Prognostic Factors and Mortality
The main negative prognostic factors for AHA survival are very low FVIII activity (FVIII levels equal to or less than 1%), functional score of World Health Organization performance status (WHO-PS) greater than 2, presence of underlying malignancy, and failure to achieve CR. Additional unfavorable prognostic indicators include the presence of IgA isotype autoantibodies against FVIII, age more than 65 years, lack of response to eradica tion treatment, low hemoglobin level at diagnosis, high inhibitor titer and suboptimal IST scheme or inappropriate use of anticoagulant/ antiplatelet secondary prophylaxis before AHA diagnosis. The mortality rate associated with AHA ranges between 7% and 38%. The main causes of death are infection and life-threatening hemorrhagic events [3].
New Approaches to Treatment
Emicizumab, is a bispecific FVIII-mimetic antibody, that was recently used for management of newly diagnosed AHA patients and having contraindication to IST. Short-term use of emicizumab and reduced intensity IST led to hemostatic efficacy with BPA discontinuation after 1.5 (1-4) days of emicizumab initiation. A caution for FVIII:C monitoring while using emicizumab therapy. Emicizumab can falsely elevate one-stage FVIII:C assay. Chromogenic FVIII:C based on bovine reagents is the optimal assay in this condition [2].
Emerging Therapy
Several promising clinical trials therapies are advancing. Gene therapies like giroctocogene fitelparvovec (Pfizer) and BBM-H901 (Belief Biomed) are in development, aiming at providing longterm correction of coagulation defects [5].
Conclusion
There is a diverse range of therapeutic approaches for AHA from gene therapies and monoclonal antibodies to novel bypassing agents and immunomodulators. This diversity reflects the complex pathophysiology of the disease and the multiple potential intervention points. The potential introduction of gene therapies in the coming years could offer the possibility of long-term control of the condition with a single treatment.
References
- Adeel S Yousphi, Ayesha Bakhtiar, Muhammad Arslan Cheema, Syed Nasim, Waqas Ullah (2019) Acquired hemophilia A: a rare but potentially fatal bleeding disorder. Cureus 11(8): e5442.

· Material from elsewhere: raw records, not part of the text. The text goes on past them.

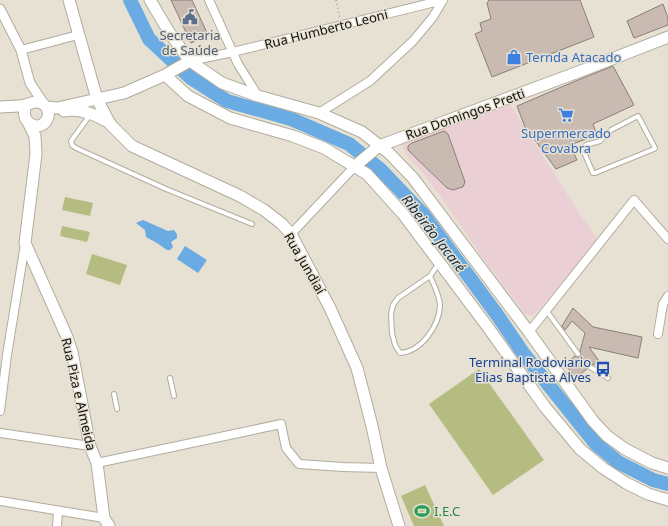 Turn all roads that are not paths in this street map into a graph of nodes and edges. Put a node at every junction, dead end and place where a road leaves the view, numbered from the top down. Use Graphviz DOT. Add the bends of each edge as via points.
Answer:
graph roads {
  1 [pos="69,0"];
  2 [pos="150,0"];
  3 [pos="209,0"];
  4 [pos="443,0"];
  5 [pos="0,10"];
  6 [pos="78,34"];
  7 [pos="668,37"];
  8 [pos="21,50"];
  9 [pos="233,52"];
  10 [pos="187,63"];
  11 [pos="167,74"];
  12 [pos="30,83"];
  13 [pos="124,93"];
  14 [pos="258,96"];
  15 [pos="97,99"];
  16 [pos="28,104"];
  17 [pos="0,107"];
  18 [pos="46,113"];
  19 [pos="319,113"];
  20 [pos="92,114"];
  21 [pos="26,120"];
  22 [pos="110,124"];
  23 [pos="378,147"];
  24 [pos="36,154"];
  25 [pos="357,164"];
  26 [pos="611,167"];
  27 [pos="252,224"];
  28 [pos="290,234"];
  29 [pos="668,239"];
  30 [pos="25,243"];
  31 [pos="439,263"];
  32 [pos="430,276"];
  33 [pos="668,296"];
  34 [pos="546,310"];
  35 [pos="529,332"];
  36 [pos="658,334"];
  37 [pos="578,354"];
  38 [pos="7,355"];
  39 [pos="0,362"];
  40 [pos="590,367"];
  41 [pos="170,378"];
  42 [pos="608,378"];
  43 [pos="114,394"];
  44 [pos="174,396"];
  45 [pos="116,409"];
  46 [pos="0,411"];
  47 [pos="0,433"];
  48 [pos="90,446"];
  49 [pos="97,463"];
  50 [pos="381,468"];
  51 [pos="668,468"];
  52 [pos="668,500"];
  53 [pos="0,501"];
  54 [pos="58,512"];
  55 [pos="107,522"];
  56 [pos="57,526"];
  57 [pos="399,526"];
  1 -- 6 [label="main road, Rua Jundiaí"];
  2 -- 10 [label="main road"];
  3 -- 9 [label="street"];
  4 -- 9 [label="street, Rua Humberto Leoni"];
  4 -- 19 [label="street" via="413,41 370,81"];
  5 -- 8 [label="street"];
  6 -- 8 [label="street"];
  6 -- 15 [label="main road, Rua Jundiaí"];
  7 -- 23 [label="main road, Rua Domingos Pretti"];
  8 -- 12 [label="street"];
  9 -- 10 [label="street, Rua Humberto Leoni"];
  9 -- 14 [label="street"];
  10 -- 11 [label="main road"];
  10 -- 14 [label="main road" via="222,83"];
  11 -- 13 [label="main road"];
  11 -- 25 [label="main road" via="188,96 230,118 292,136"];
  12 -- 16 [label="street"];
  12 -- 18 [label="street"];
  13 -- 15 [label="main road"];
  13 -- 22 [label="main road" via="110,107"];
  14 -- 19 [label="main road"];
  15 -- 18 [label="main road"];
  15 -- 22 [label="main road, Rua Jundiaí"];
  16 -- 17 [label="main road"];
  16 -- 18 [label="main road" via="36,102"];
  16 -- 21 [label="main road" via="25,111"];
  17 -- 21 [label="main road"];
  18 -- 20 [label="main road" via="75,110"];
  18 -- 21 [label="main road" via="38,126"];
  18 -- 24 [label="main road"];
  19 -- 23 [label="main road" via="362,132"];
  20 -- 22 [label="main road"];
  20 -- 27 [label="lane" via="71,140 76,148"];
  21 -- 24 [label="main road" via="35,136"];
  22 -- 28 [label="main road, Rua Jundiaí" via="132,146 240,196 264,210"];
  23 -- 25 [label="main road, Rua Domingos Pretti"];
  23 -- 35 [label="main road" via="389,153 413,178"];
  24 -- 30 [label="main road"];
  25 -- 28 [label="street, Rua Domingos Pretti"];
  25 -- 31 [label="main road" via="403,214"];
  26 -- 26 [label="lane" via="593,173 583,147 600,141 611,130 638,116 655,148"];
  28 -- 50 [label="main road, Rua Jundiaí" via="330,308 357,368"];
  29 -- 34 [label="street" via="634,200"];
  30 -- 38 [label="street"];
  30 -- 48 [label="main road, Rua Piza e Almeida" via="72,352"];
  31 -- 32 [label="lane"];
  31 -- 52 [label="main road" via="545,407 580,449 626,483"];
  32 -- 32 [label="lane" via="398,298 393,305 392,333 400,354 408,353 425,340 437,319 439,299"];
  33 -- 36 [label="street" via="663,304"];
  34 -- 35 [label="street"];
  34 -- 37 [label="lane"];
  35 -- 51 [label="main road" via="589,416 607,436 652,464"];
  38 -- 39 [label="street"];
  38 -- 46 [label="street"];
  40 -- 42 [label="lane"];
  41 -- 44 [label="lane"];
  43 -- 45 [label="lane"];
  47 -- 48 [label="street"];
  48 -- 49 [label="main road, Rua Piza e Almeida"];
  49 -- 50 [label="street" via="281,424 286,448 299,464"];
  49 -- 55 [label="main road, Rua Piza e Almeida"];
  50 -- 57 [label="main road, Rua Jundiaí"];
  53 -- 54 [label="street"];
  54 -- 55 [label="street"];
  54 -- 56 [label="street"];
}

- Sridharan M, Pruthi RK (2022) Autoimmune (acquired) hemophilia: updates in diagnosis and therapy. The Hematologist 19(2).
- Mingot-Castellano ME, Rodríguez-Martorell FJ, Nuñez-Vázquez RJ, Marco P (2022) Acquired hemophilia A: a review of what we know. Journal of Blood Medicine 13: 691-710.
- Pishko AM, Doshi BS (2022) Acquired Hemophilia A: current guidance and experience from clinical practice. Journal of Blood Medicine 13: 255-265.
- key Market Insights (2025) Acquired Hemophilia (2025) A pipeline expands with 10+ novel therapies in development.